> _DATA FOR REVIEW_

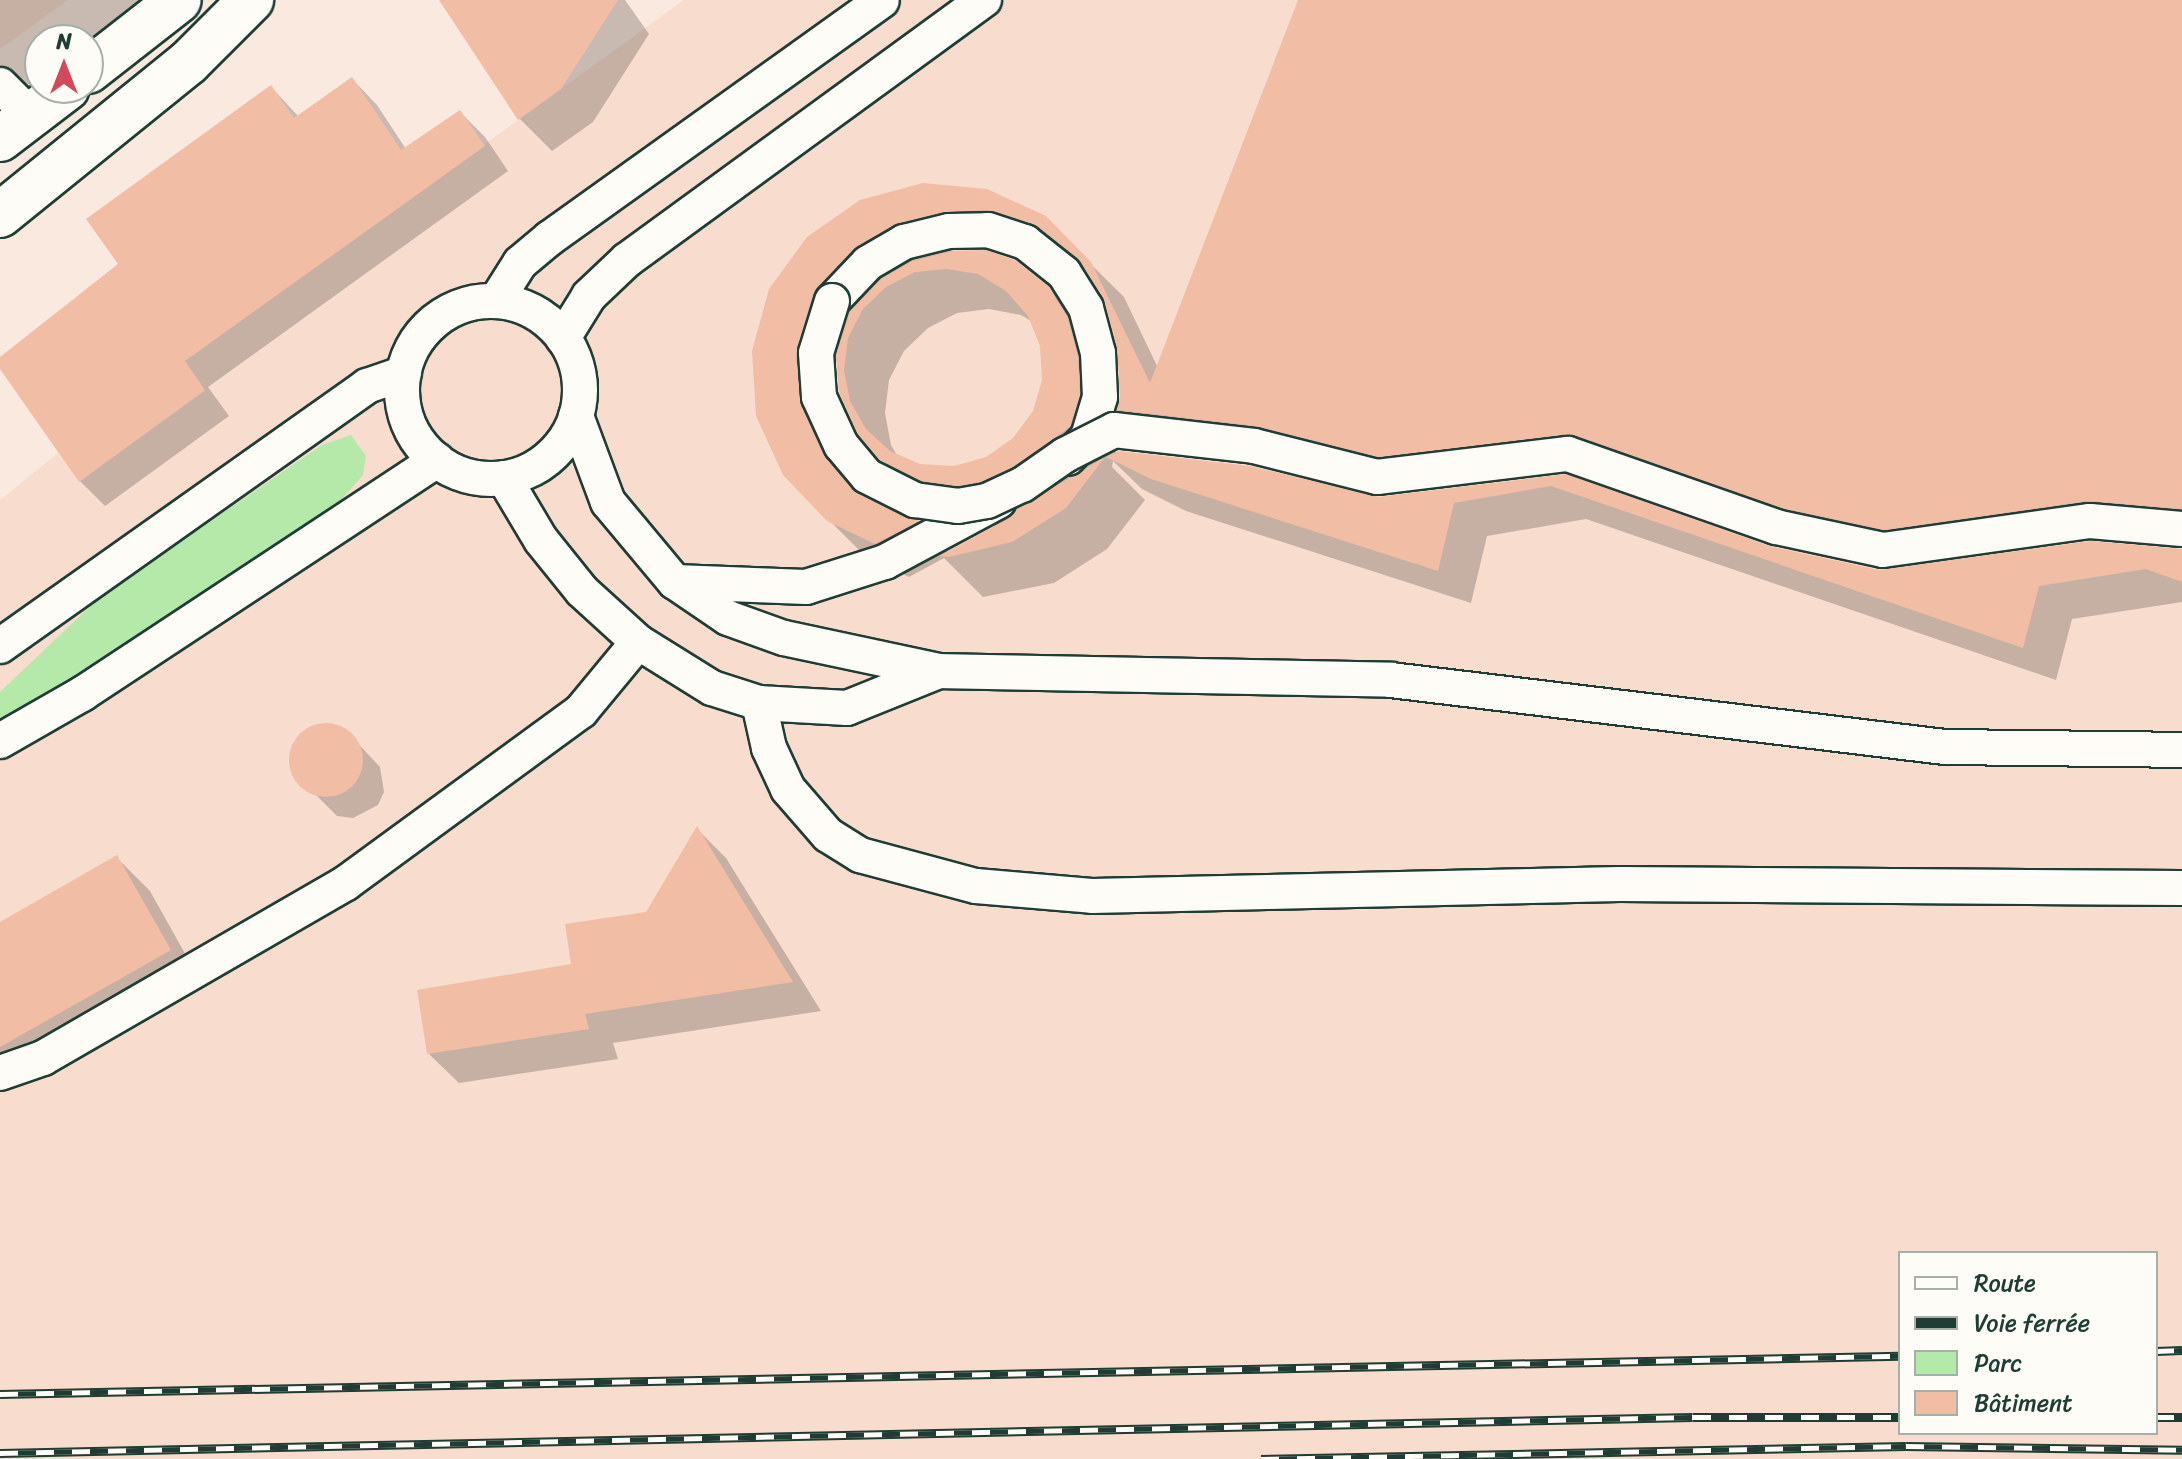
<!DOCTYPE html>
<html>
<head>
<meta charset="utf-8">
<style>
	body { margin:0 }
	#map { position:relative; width:2182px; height:1459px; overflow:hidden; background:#fae9de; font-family:Sriracha,sans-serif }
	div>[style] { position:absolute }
	.built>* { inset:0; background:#f8dccd }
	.green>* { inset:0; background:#b5e9aa }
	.shadow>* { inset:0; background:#0003 }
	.building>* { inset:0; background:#f2bda5 }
	.round { border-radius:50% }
	.roads { filter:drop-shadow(2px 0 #1f3d34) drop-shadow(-2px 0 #1f3d34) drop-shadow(0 2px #1f3d34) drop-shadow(0 -2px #1f3d34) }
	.lane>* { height:34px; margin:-17px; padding:0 17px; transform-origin:17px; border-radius:17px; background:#fdfcf7 }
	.lane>.ring { margin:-17px; padding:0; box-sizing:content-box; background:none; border:34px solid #fdfcf7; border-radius:50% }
	.primary>* { height:44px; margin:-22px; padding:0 22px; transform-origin:22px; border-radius:22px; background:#fdfcf7 }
	.rail>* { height:9px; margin-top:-4.5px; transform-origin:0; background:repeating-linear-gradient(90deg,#fdfcf7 0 18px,#1f3d34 0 36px); box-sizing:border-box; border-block:2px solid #1f3d34 }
	.bridges { filter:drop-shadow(2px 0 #1f3d34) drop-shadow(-2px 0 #1f3d34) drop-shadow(0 2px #1f3d34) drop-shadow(0 -2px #1f3d34) }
	.lane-bridge>* { height:34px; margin:-17px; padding:0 17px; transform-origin:17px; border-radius:17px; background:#fdfcf7 }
	span { translate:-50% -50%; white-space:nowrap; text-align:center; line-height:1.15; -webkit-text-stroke:7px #fdfcf7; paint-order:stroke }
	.legend { position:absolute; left:1898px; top:1251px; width:260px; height:184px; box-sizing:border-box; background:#fdfcf7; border:2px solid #a4b0a9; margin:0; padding:10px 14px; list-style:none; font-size:24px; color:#1f3d34 }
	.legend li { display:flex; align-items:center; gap:16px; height:40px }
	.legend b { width:40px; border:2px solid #a4b0a9 }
	.north { position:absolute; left:24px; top:24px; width:80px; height:80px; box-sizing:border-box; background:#fdfcf7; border:2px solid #a4b0a9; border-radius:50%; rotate:0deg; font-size:22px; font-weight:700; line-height:32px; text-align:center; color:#1f3d34 }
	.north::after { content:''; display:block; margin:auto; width:28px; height:36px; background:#d1495b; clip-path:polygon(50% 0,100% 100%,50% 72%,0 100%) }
</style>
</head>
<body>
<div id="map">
	<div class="built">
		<i style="clip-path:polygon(0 0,68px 0,0 49px)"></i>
		<i style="clip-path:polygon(evenodd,684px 0,2182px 0,2182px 1459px,0 1459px,0 500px,58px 453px,79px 482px,205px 391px,185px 361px,684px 0,1900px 1253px,2156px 1253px,2156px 1433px,1900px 1433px,1900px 1253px)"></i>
	</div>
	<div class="green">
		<i style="clip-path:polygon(351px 435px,366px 456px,363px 475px,342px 499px,111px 658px,0 722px,0 692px,100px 597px,322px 445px)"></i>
	</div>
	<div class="shadow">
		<i style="clip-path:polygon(0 0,144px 0,88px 41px,40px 40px,40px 76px,0 105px)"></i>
		<i style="clip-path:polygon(441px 0,625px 0,649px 34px,593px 122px,552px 151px,520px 119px)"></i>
		<i style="clip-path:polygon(evenodd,1300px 0,2182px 0,2182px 539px,2122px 534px,1918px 562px,1609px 467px,1413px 489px,1152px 443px,1119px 410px,1121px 437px,1116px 452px,1379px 499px,1566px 476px,1769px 548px,1879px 572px,2182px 551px,2182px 602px,2072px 619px,2056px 680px,1586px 519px,1487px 536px,1471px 603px,1186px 511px,1142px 489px,1113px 461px,1112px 467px,1145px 500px,1107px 549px,1054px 583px,983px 597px,944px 558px,909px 577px,863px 554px,829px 520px,771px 290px,923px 185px,1044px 218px,1124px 297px,1158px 368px,1300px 0,979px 244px,1072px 259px,1090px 273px,1107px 302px,1119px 348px,1121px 405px,1108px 360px,1090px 331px,1048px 288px,951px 251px,979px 244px,1300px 0,989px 309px,1021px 315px,1033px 322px,1042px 346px,1044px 380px,1035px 412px,1014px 439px,986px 459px,954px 468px,920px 466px,898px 457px,891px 445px,885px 413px,889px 380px,904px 351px,928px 328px,957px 313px,989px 309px,1300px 0,838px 356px,841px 392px,881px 459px,924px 501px,964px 521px,999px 526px,949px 553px,918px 522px,864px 499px,856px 489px,833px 440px,829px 389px,838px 356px)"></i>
		<i style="clip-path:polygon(352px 79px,377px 105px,406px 149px,460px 112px,485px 137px,508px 171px,208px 387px,229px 416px,105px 506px,80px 481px,0 366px,0 360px,121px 265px,271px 87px,299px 117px)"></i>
		<i style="clip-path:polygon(335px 726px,349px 734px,380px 767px,384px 792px,378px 805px,353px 818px,337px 816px,294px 773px,294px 746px,311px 728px)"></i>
		<i style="clip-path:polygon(697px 829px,726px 858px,821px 1011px,613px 1043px,618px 1059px,459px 1083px,429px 1054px,573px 965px,647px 914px)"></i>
		<i style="clip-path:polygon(117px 858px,150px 891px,202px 984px,20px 1087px,0 1067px,0 924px)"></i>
	</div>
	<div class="building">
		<i style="clip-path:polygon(439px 0,618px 0,561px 89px,518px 120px)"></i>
		<i style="clip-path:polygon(1298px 0,2182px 0,2182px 509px,2088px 501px,1884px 530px,1781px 508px,1574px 435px,1378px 457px,1256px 426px,1117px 410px,1120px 396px,1117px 348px,1105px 302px,1081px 262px,1037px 226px,987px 210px,945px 212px,894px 225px,854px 249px,813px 294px,796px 354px,801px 405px,823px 453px,858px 494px,920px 521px,875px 544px,827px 521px,783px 475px,756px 416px,752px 351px,769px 289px,807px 237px,860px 200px,923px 183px,987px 189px,1046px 216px,1091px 262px,1150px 383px)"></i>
		<i style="clip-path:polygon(352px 77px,401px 150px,460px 110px,485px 146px,185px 361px,205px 390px,79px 482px,0 369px,0 357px,118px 264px,86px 219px,271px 85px,294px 118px)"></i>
		<i style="clip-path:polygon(evenodd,985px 250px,1015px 260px,1049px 287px,1067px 316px,1078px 356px,1080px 395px,1070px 427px,1012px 468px,981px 482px,958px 486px,921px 481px,880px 460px,858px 434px,839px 392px,836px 355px,850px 311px,881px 279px,912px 261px,952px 251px,985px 250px,947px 269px,978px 274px,1006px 291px,1028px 316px,1040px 346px,1042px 380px,1033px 411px,1013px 438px,986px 457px,954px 466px,920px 464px,890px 451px,866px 429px,850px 401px,844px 370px,848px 338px,863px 309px,886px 287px,915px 272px,947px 269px)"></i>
		<i style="clip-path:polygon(1118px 451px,1250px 466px,1379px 497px,1566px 474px,1769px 546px,1879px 570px,2091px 541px,2182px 549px,2182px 582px,2146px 569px,2039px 586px,2023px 648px,1551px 486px,1454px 503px,1438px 571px,1151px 479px,1106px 457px)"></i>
		<i style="clip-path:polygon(1105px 457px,1066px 508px,1012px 542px,949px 557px,939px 556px,1008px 519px,1017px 509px)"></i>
		<i class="round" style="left:289px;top:723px;width:74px;height:74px"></i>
		<i style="clip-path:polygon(697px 826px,793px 982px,585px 1014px,589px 1029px,427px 1054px,417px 990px,571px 964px,565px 924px,646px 912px)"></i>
		<i style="clip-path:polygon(117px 855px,171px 950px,0 1047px,0 922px)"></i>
	</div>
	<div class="roads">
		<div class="lane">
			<i style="left:0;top:85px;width:44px;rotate:45deg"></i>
			<i style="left:496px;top:301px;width:45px;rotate:-57.7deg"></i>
			<i style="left:520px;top:263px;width:39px;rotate:-40deg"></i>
			<i style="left:550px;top:238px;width:408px;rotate:-35.6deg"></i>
			<i style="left:832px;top:301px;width:52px;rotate:-46.5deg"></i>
			<i style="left:868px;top:263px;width:42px;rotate:-30.3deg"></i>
			<i style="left:904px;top:242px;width:46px;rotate:-13.7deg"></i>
			<i style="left:949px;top:231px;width:39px;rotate:-1deg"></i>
			<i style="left:988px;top:230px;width:39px;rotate:18deg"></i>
			<i style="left:1025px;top:242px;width:50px;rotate:38.5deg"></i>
			<i style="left:1064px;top:273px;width:41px;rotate:57.8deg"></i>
			<i style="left:1086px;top:308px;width:47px;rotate:75.1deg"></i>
			<i style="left:1098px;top:353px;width:44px;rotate:87.4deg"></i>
			<i style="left:1100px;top:397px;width:42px;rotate:106.7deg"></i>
			<i style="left:1088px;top:437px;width:29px;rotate:134deg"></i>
			<i class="ring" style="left:402px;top:301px;width:144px;height:144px"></i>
			<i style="left:563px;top:338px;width:49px;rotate:-58.2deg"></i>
			<i style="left:589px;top:296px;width:52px;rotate:-43.5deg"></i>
			<i style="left:627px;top:260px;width:442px;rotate:-36.1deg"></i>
			<i style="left:576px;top:416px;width:92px;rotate:69.6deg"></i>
			<i style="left:608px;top:502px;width:104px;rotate:50.1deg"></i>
			<i style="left:675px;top:582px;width:131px;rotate:2.2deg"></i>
			<i style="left:806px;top:587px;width:83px;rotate:-17.6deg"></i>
			<i style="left:885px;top:562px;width:129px;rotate:-28.2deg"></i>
			<i style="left:504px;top:478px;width:72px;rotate:59.2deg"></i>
			<i style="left:541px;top:540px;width:65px;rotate:51.2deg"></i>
			<i style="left:582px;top:591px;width:76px;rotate:42.3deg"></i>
			<i style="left:638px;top:642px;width:87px;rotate:31.9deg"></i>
			<i style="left:712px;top:688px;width:49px;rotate:17.7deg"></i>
			<i style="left:759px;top:703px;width:88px;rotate:3.3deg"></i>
			<i style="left:847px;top:708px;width:99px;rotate:-21.9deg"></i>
			<i style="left:675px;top:582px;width:64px;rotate:34.2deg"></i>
			<i style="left:728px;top:618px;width:59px;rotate:19.7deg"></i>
			<i style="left:784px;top:638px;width:158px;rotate:12deg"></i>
			<i style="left:939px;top:671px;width:452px;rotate:1.1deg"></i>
			<i style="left:1391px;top:680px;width:558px;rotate:6.9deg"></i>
			<i style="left:1945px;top:747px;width:237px;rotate:0.7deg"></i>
			<i style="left:0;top:646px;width:450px;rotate:-35.3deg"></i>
			<i style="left:367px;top:386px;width:39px;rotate:-19deg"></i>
			<i style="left:759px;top:703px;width:46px;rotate:77.5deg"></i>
			<i style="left:769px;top:748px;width:45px;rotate:65.1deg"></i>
			<i style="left:788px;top:789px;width:61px;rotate:49deg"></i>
			<i style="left:828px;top:835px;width:38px;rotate:32deg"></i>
			<i style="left:860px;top:855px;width:120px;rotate:15deg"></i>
			<i style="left:976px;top:886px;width:116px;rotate:4.9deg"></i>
			<i style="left:1092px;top:896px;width:528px;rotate:-1.3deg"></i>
			<i style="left:1620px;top:884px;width:562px;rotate:0.41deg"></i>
			<i style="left:0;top:741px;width:95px;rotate:-29.8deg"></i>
			<i style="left:82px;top:694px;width:425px;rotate:-33.4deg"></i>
			<i style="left:0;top:1073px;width:46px;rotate:-19.2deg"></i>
			<i style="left:43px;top:1058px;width:350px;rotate:-30deg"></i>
			<i style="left:346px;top:883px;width:291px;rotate:-36.2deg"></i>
			<i style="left:581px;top:711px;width:89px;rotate:-50.4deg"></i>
		</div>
		<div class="primary">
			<i style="left:88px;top:71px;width:115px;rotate:-38deg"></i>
			<i style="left:0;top:139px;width:84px;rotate:-37.3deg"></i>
			<i style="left:0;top:215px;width:243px;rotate:-39deg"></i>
			<i style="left:189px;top:62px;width:88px;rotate:-45deg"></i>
		</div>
	</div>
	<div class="rail">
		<i style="left:2156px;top:1351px;width:26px;rotate:-2deg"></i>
		<i style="left:0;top:1394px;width:1900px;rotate:-1.15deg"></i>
		<i style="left:2156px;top:1417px;width:26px"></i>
		<i style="left:0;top:1453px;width:1693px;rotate:-1.22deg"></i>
		<i style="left:1693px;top:1417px;width:207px"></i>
		<i style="left:1261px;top:1459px;width:645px;rotate:-1.15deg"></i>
		<i style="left:1906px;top:1446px;width:276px;rotate:0.8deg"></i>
	</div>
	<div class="bridges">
		<div class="lane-bridge">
			<i style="left:832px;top:301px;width:54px;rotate:107.1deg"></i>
			<i style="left:816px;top:353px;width:44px;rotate:86.1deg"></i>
			<i style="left:819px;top:397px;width:53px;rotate:65.4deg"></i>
			<i style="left:841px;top:445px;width:40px;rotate:50deg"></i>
			<i style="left:867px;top:476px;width:54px;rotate:26.6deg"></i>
			<i style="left:915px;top:500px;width:43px;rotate:7.9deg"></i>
			<i style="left:958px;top:506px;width:29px;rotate:-10deg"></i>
			<i style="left:987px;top:501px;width:38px;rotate:-25deg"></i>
			<i style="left:1022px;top:485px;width:52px;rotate:-34.9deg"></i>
			<i style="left:1065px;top:455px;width:55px;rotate:-27deg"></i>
			<i style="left:1114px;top:430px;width:141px;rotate:6.5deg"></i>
			<i style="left:1254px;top:446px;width:127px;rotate:14.1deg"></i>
			<i style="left:1377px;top:477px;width:192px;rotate:-6.9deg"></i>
			<i style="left:1568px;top:454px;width:220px;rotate:19.3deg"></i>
			<i style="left:1776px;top:527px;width:109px;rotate:12.1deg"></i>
			<i style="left:1883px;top:550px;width:209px;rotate:-8deg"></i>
			<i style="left:2090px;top:521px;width:92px;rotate:5deg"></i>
		</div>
	</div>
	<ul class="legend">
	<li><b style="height:10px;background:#fdfcf7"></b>Route</li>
	<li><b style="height:10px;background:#1f3d34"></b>Voie ferrée</li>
	<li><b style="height:22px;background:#b5e9aa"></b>Parc</li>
	<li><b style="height:22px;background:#f2bda5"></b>Bâtiment</li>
	</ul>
	<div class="north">N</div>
</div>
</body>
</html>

> _TASK DETAILS_
Only lines go in the copy, not pictures. Transcribe exactly from the start of the listing through the line containing "translate:-50% -50%; white-space:nowrap;".

> _WRITTEN SOLUTION_
<!DOCTYPE html>
<html>
<head>
<meta charset="utf-8">
<style>
	body { margin:0 }
	#map { position:relative; width:2182px; height:1459px; overflow:hidden; background:#fae9de; font-family:Sriracha,sans-serif }
	div>[style] { position:absolute }
	.built>* { inset:0; background:#f8dccd }
	.green>* { inset:0; background:#b5e9aa }
	.shadow>* { inset:0; background:#0003 }
	.building>* { inset:0; background:#f2bda5 }
	.round { border-radius:50% }
	.roads { filter:drop-shadow(2px 0 #1f3d34) drop-shadow(-2px 0 #1f3d34) drop-shadow(0 2px #1f3d34) drop-shadow(0 -2px #1f3d34) }
	.lane>* { height:34px; margin:-17px; padding:0 17px; transform-origin:17px; border-radius:17px; background:#fdfcf7 }
	.lane>.ring { margin:-17px; padding:0; box-sizing:content-box; background:none; border:34px solid #fdfcf7; border-radius:50% }
	.primary>* { height:44px; margin:-22px; padding:0 22px; transform-origin:22px; border-radius:22px; background:#fdfcf7 }
	.rail>* { height:9px; margin-top:-4.5px; transform-origin:0; background:repeating-linear-gradient(90deg,#fdfcf7 0 18px,#1f3d34 0 36px); box-sizing:border-box; border-block:2px solid #1f3d34 }
	.bridges { filter:drop-shadow(2px 0 #1f3d34) drop-shadow(-2px 0 #1f3d34) drop-shadow(0 2px #1f3d34) drop-shadow(0 -2px #1f3d34) }
	.lane-bridge>* { height:34px; margin:-17px; padding:0 17px; transform-origin:17px; border-radius:17px; background:#fdfcf7 }
	span { translate:-50% -50%; white-space:nowrap; text-align:center; line-height:1.15; -webkit-text-stroke:7px #fdfcf7; paint-order:stroke }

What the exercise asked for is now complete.